Le rugby français traverse une période économique sans précédent : pour la première fois, les clubs reçoivent plus d’argent que les clubs de football grâce à la croissance soutenue des droits télévisuels.
Selon une analyse publiée par L’Équipe, alors que le football est en déclin, le rugby entretient une courbe ascendante qui a un impact direct sur les caisses des institutions.

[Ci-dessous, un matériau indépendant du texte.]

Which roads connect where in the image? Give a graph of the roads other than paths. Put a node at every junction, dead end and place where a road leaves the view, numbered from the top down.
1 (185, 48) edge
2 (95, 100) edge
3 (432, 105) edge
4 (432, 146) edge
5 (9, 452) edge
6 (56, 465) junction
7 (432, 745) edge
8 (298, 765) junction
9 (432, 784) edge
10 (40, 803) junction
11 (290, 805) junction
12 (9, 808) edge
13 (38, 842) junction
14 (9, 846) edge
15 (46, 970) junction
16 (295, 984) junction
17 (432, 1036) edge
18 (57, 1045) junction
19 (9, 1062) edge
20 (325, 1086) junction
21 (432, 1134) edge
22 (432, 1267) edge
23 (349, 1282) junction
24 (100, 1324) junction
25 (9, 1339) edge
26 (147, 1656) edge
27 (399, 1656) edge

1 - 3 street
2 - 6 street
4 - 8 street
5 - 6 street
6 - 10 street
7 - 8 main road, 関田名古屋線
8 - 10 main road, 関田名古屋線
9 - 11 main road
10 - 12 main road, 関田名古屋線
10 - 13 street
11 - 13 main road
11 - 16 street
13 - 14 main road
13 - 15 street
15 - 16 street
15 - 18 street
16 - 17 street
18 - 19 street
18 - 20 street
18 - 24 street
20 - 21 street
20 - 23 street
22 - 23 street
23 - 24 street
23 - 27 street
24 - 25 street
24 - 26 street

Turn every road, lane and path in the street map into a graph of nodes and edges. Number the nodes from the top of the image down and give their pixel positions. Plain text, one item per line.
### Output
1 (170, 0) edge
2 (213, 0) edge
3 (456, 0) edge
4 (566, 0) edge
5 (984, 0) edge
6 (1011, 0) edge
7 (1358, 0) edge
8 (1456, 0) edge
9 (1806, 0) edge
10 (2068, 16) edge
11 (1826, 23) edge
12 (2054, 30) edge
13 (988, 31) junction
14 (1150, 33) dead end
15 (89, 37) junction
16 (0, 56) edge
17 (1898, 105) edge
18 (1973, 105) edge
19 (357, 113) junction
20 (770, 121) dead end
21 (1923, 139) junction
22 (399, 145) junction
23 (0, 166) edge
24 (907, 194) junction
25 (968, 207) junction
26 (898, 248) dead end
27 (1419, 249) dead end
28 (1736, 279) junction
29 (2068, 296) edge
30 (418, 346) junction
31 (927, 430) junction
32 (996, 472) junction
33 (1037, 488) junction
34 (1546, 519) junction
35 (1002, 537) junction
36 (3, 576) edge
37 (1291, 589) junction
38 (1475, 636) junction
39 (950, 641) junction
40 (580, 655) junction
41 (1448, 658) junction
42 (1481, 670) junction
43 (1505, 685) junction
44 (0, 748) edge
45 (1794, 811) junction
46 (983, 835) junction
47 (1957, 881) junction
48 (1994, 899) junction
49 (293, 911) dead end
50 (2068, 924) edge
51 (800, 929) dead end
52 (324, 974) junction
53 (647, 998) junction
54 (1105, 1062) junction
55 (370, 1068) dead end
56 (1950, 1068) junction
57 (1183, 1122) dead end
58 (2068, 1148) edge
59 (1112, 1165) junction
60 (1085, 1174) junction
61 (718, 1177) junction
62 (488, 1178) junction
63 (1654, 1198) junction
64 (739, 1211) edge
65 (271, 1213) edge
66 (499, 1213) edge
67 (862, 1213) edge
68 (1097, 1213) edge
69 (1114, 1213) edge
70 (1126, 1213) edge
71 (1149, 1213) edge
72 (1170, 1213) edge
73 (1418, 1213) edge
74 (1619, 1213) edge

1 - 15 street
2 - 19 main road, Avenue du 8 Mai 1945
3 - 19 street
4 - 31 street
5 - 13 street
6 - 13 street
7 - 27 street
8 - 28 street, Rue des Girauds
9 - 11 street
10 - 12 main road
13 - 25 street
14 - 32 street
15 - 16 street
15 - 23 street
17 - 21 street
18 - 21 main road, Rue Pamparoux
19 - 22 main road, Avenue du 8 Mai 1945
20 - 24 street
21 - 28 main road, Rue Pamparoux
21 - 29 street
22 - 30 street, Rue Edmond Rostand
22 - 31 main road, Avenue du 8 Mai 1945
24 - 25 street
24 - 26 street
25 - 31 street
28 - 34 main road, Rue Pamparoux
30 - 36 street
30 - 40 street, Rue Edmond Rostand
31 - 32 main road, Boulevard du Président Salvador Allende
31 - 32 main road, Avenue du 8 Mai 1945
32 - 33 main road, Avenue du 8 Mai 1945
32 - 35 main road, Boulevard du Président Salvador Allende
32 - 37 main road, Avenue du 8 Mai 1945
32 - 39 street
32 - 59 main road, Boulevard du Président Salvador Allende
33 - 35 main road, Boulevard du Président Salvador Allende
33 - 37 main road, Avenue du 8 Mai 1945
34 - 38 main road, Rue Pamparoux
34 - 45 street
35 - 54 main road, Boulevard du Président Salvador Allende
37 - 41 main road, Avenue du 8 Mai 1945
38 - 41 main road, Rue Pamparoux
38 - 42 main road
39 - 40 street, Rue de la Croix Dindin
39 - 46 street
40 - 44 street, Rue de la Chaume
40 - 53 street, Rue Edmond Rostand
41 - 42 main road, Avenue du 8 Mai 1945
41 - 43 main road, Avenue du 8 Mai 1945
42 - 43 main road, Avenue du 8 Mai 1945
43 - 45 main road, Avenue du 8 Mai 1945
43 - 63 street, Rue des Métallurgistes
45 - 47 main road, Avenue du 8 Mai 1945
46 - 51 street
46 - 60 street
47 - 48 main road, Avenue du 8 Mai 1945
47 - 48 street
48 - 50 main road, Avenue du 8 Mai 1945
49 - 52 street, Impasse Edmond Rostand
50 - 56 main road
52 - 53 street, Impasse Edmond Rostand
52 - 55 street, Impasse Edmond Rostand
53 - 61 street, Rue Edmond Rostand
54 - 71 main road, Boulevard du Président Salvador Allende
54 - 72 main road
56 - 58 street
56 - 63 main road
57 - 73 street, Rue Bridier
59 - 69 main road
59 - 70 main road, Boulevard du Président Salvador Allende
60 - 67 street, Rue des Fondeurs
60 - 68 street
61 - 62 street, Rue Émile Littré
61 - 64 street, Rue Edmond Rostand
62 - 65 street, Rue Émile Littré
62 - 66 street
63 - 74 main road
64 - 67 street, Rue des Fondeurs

Il y a dix ans, la différence était énorme : le rugby générait environ 71 millions d’euros par saison, tandis que le football atteignait le chiffre record de 726,5 millions annuels. Cependant, le scénario a changé. Pour le prochain cycle (2027-2032), le rugby a déjà sécurisé environ 139,4 millions d’euros par an, dépassant largement les 116 millions actuels.

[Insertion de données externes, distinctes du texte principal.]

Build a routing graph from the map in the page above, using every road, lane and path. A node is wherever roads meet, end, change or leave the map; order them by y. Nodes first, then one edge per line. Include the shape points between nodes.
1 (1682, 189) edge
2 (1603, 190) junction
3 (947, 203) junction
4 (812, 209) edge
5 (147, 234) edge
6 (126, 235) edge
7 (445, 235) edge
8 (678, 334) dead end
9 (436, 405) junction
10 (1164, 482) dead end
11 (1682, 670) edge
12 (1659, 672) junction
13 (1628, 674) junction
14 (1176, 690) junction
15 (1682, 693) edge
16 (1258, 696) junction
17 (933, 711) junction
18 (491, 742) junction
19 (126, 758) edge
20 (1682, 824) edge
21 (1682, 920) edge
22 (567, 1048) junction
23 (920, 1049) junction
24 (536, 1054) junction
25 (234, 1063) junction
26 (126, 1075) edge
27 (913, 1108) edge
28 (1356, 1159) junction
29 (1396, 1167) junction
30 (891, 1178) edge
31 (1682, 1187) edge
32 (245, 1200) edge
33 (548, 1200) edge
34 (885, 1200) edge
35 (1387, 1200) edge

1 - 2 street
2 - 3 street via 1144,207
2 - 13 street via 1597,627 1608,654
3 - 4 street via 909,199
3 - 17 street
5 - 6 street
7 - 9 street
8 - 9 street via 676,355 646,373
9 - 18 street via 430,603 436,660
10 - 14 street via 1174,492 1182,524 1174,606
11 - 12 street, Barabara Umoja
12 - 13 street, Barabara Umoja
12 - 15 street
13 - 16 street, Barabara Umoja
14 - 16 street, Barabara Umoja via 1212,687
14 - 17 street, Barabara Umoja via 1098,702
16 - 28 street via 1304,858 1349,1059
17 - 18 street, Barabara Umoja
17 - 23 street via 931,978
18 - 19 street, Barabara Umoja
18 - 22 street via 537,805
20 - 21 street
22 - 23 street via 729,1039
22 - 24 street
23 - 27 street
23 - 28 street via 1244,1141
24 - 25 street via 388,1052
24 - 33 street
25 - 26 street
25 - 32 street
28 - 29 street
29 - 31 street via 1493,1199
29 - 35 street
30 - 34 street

Dans le football, en revanche, les projections sont bien inférieures. Pour la saison 2025-2026, une redistribution totale d’environ 180 millions d’euros est estimée, dont seulement 120 millions reviendraient directement aux clubs. Cela représente une baisse très forte par rapport aux années précédentes.

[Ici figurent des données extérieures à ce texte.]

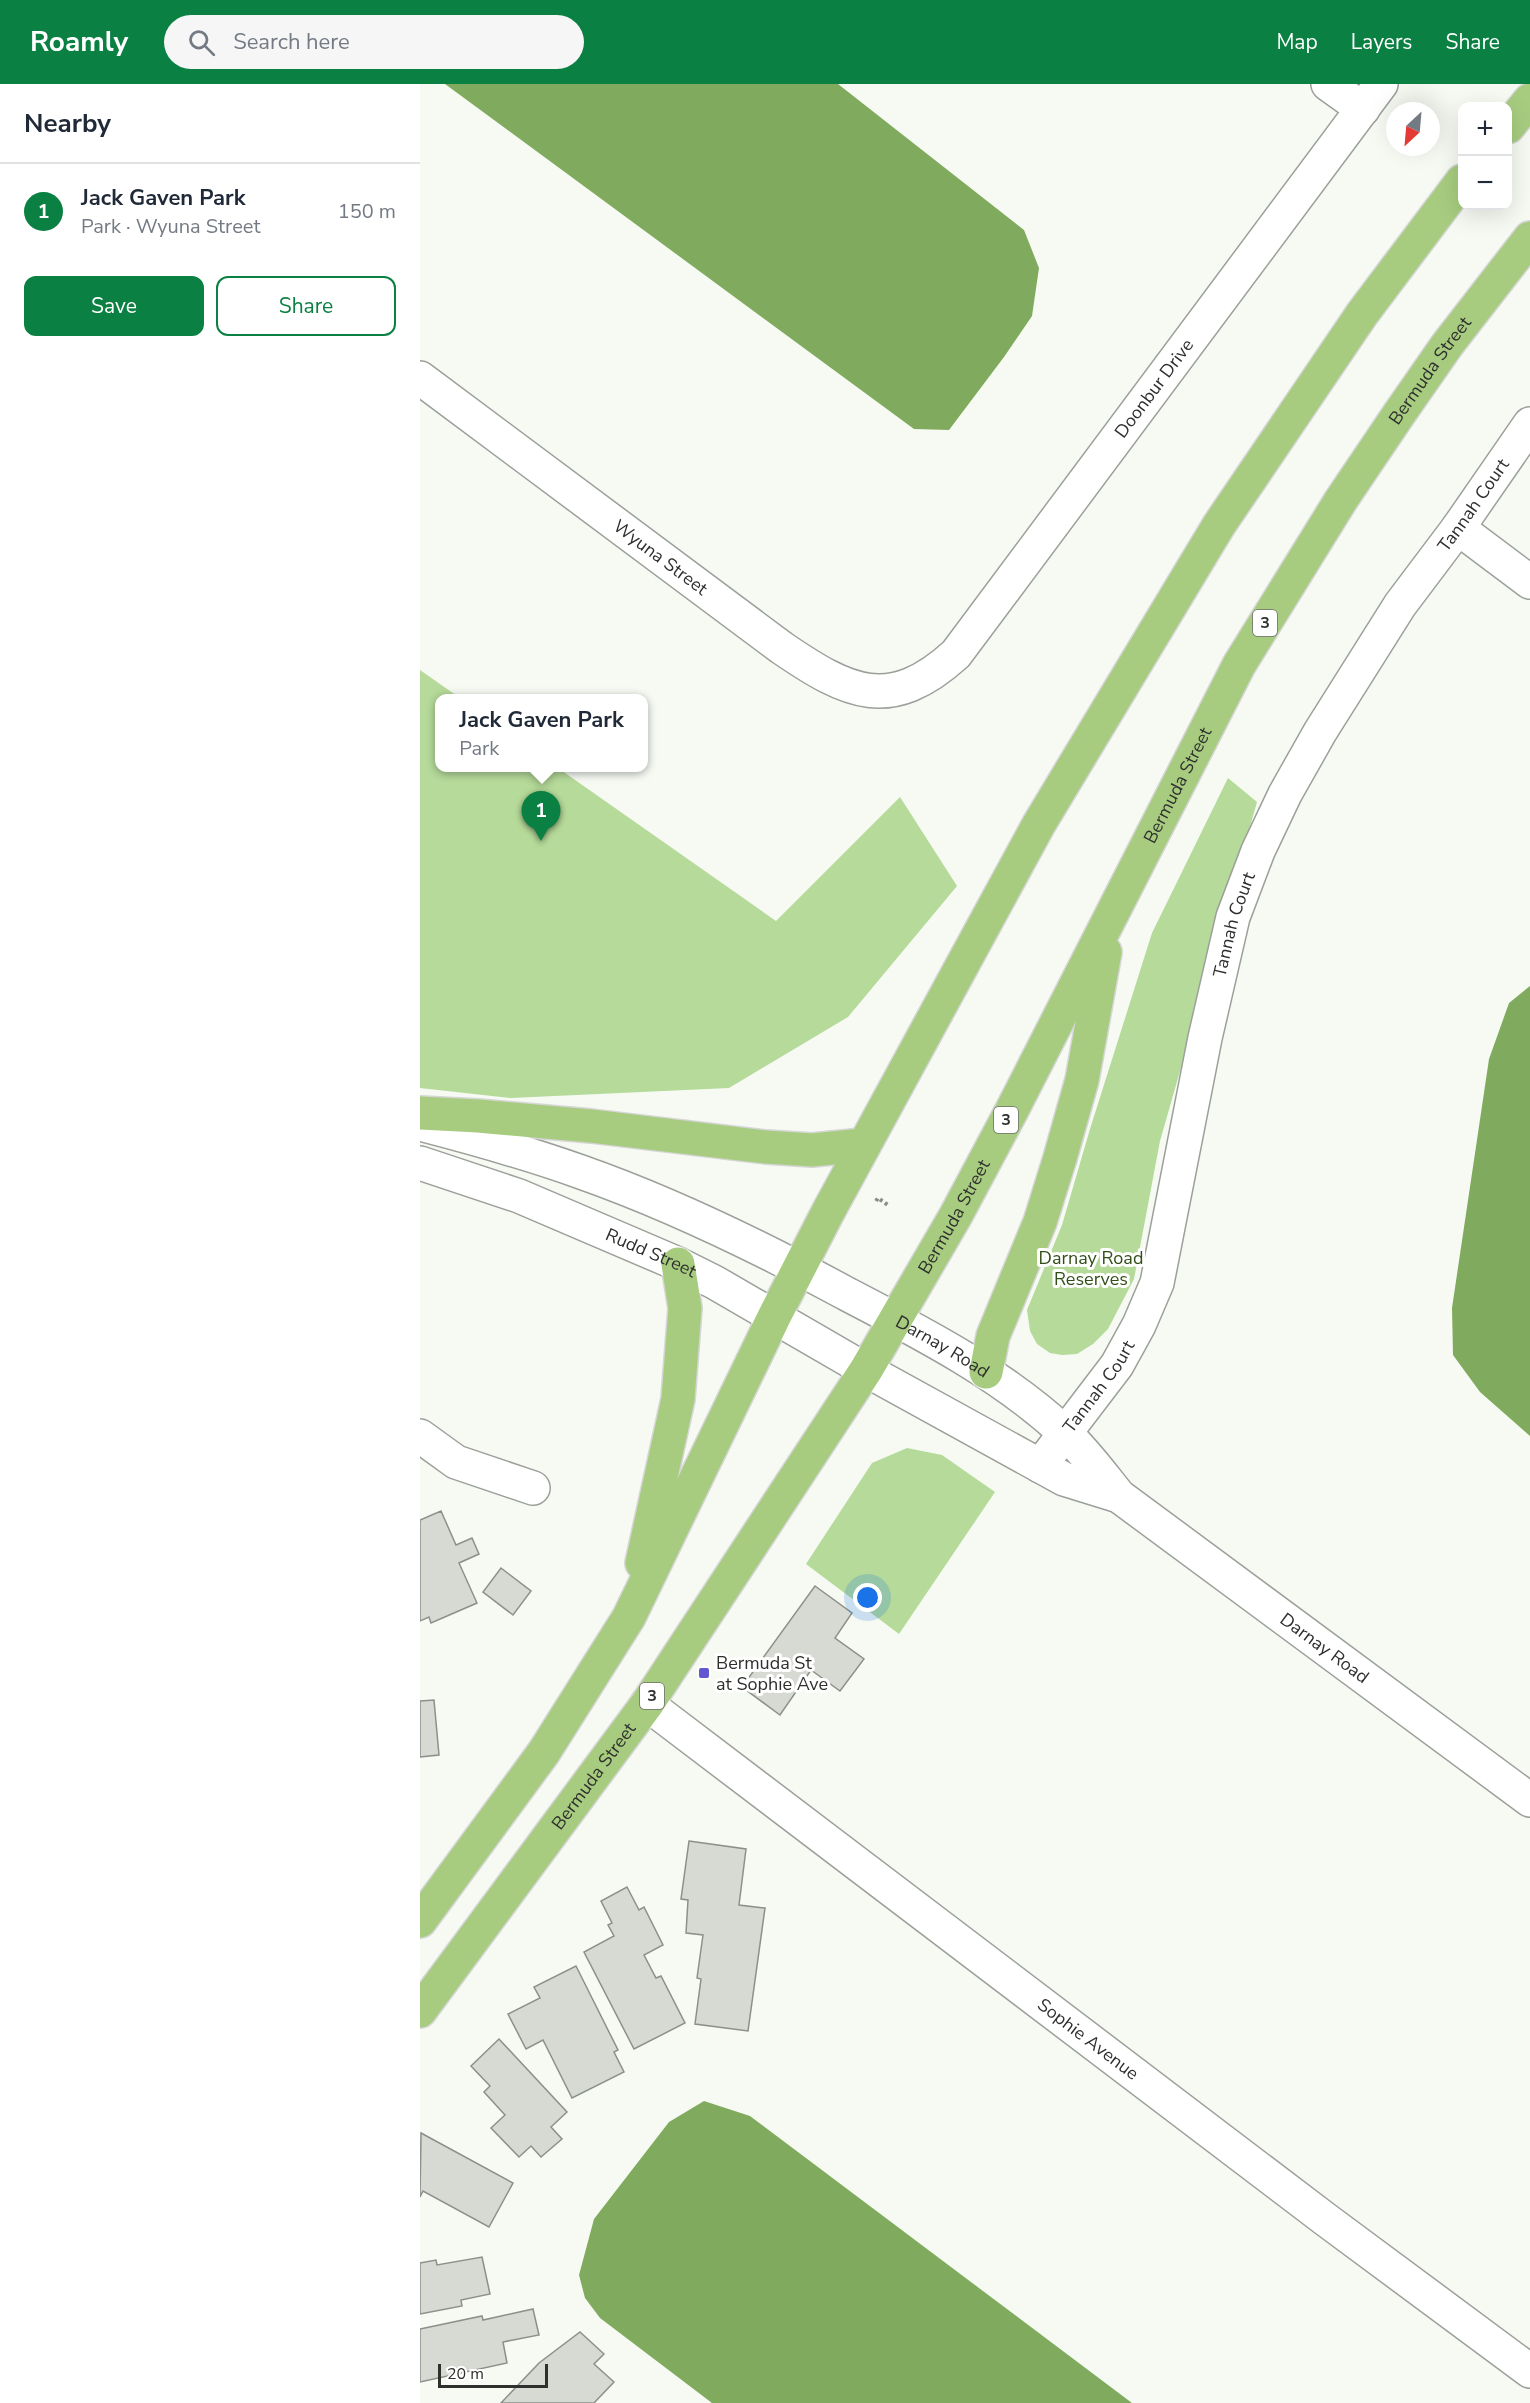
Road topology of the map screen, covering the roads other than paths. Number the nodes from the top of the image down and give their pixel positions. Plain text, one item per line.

La différence réside également dans la manière dont l’argent est distribué. Le rugby distribue près de 70 % de ses revenus entre les clubs, alors que le football n’atteint pas 40 %. Cela signifie que, dans la pratique, les équipes de rugby reçoivent des montants plus élevés, même avec un total inférieur.
Les chiffres sont clairs : le champion du Top 14 peut gagner près de 10 millions d’euros, tandis que le dernier avoisine les 5 millions. Dans le football en revanche, le champion pourrait toucher environ 30 millions, mais le dernier atteindrait à peine les 3 millions, et plusieurs équipes de milieu de tableau ne dépassent pas les 5 millions.
Ce modèle plus équilibré se retrouve également en deuxième division. En Pro D2, les clubs reçoivent entre 2 et 3 millions d’euros chacun, des chiffres supérieurs à ceux de la promotion du football. Ainsi, le rugby français consolide un système plus solidaire et plus stable, qui lui permet aujourd’hui de se positionner au-dessus du football dans la répartition des revenus.